Are you over or under 18? I think CBT would really help you. This is from the NHS' website: "Your GP can refer you for talking treatment that is free on the NHS. This will usually be a short course of counselling or CBT from the GP surgery's counselling service."

Perhaps you should try this and you will get someone to talk to in person, quicker.
Original post by EllainKahlo
Are you over or under 18? I think CBT would really help you. This is from the NHS' website: "Your GP can refer you for talking treatment that is free on the NHS. This will usually be a short course of counselling or CBT from the GP surgery's counselling service."

Perhaps you should try this and you will get someone to talk to in person, quicker.

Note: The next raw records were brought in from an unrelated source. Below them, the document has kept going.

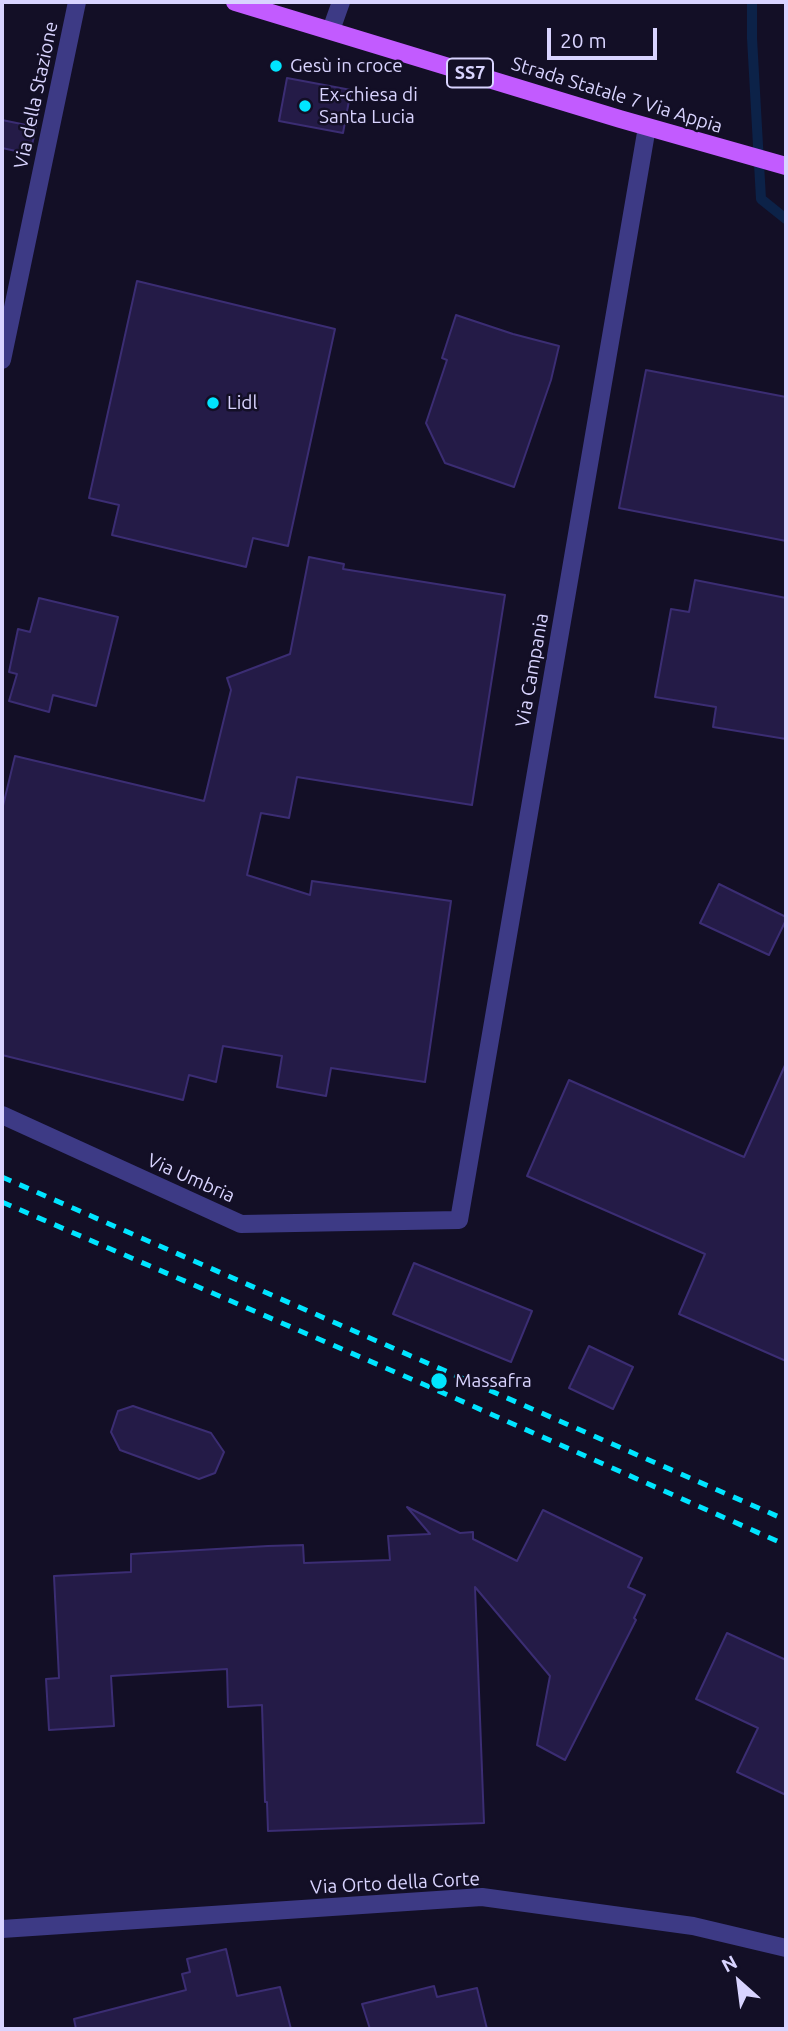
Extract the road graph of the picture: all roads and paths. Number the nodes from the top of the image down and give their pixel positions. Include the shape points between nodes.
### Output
1 (77, 2) edge
2 (235, 2) edge
3 (341, 2) edge
4 (331, 30) junction
5 (647, 127) junction
6 (786, 166) edge
7 (2, 360) edge
8 (2, 1115) edge
9 (458, 1220) joint
10 (2, 1929) edge
11 (786, 1948) edge

1 - 7 street, Via della Stazione
2 - 4 main road, Strada Statale 7 Via Appia / SS7
3 - 4 street
4 - 5 main road, Strada Statale 7 Via Appia / SS7
5 - 6 main road, Strada Statale 7 Via Appia / SS7
5 - 9 street, Via Campania
8 - 9 street, Via Umbria via 241,1224
10 - 11 street, Via Orto della Corte via 482,1897 693,1926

I've had CBT the intensity and frequency of my obsessions and paranoia was considered too high profile for it alone so they referred me up to Step 4 Psychologies
Original post by Smash Bandicoot
I've had CBT the intensity and frequency of my obsessions and paranoia was considered too high profile for it alone so they referred me up to Step 4 Psychologies


I know this sounds extreme, but since your condition is severe, have you considered admitting yourself to a psych-ward? I doubt this will be necessary but it might be if you're getting worse and haven't responded to the other steps of treatment.
Reply 35
Some truth to it, but it doesn't have nearly as much importance in relationships as you think. People don't swap out partners as readily as smartphones.
This is not how it works in the real world.

You don't have to be this sort of successful, aesthetic super-Spartan to get laid, at the same time, even if you are that it doesn't guarantee you what you want.
(edited 9 years ago)
You will be loved!!!!!!
Original post by EllainKahlo
I know this sounds extreme, but since your condition is severe, have you considered admitting yourself to a psych-ward? I doubt this will be necessary but it might be if you're getting worse and haven't responded to the other steps of treatment.


Yeah it's a bit extreme. Doc would laugh and up my meds like last time lol
Original post by Smash Bandicoot
Yeah it's a bit extreme. Doc would laugh and up my meds like last time lol


Are you on medication which is helping you at all?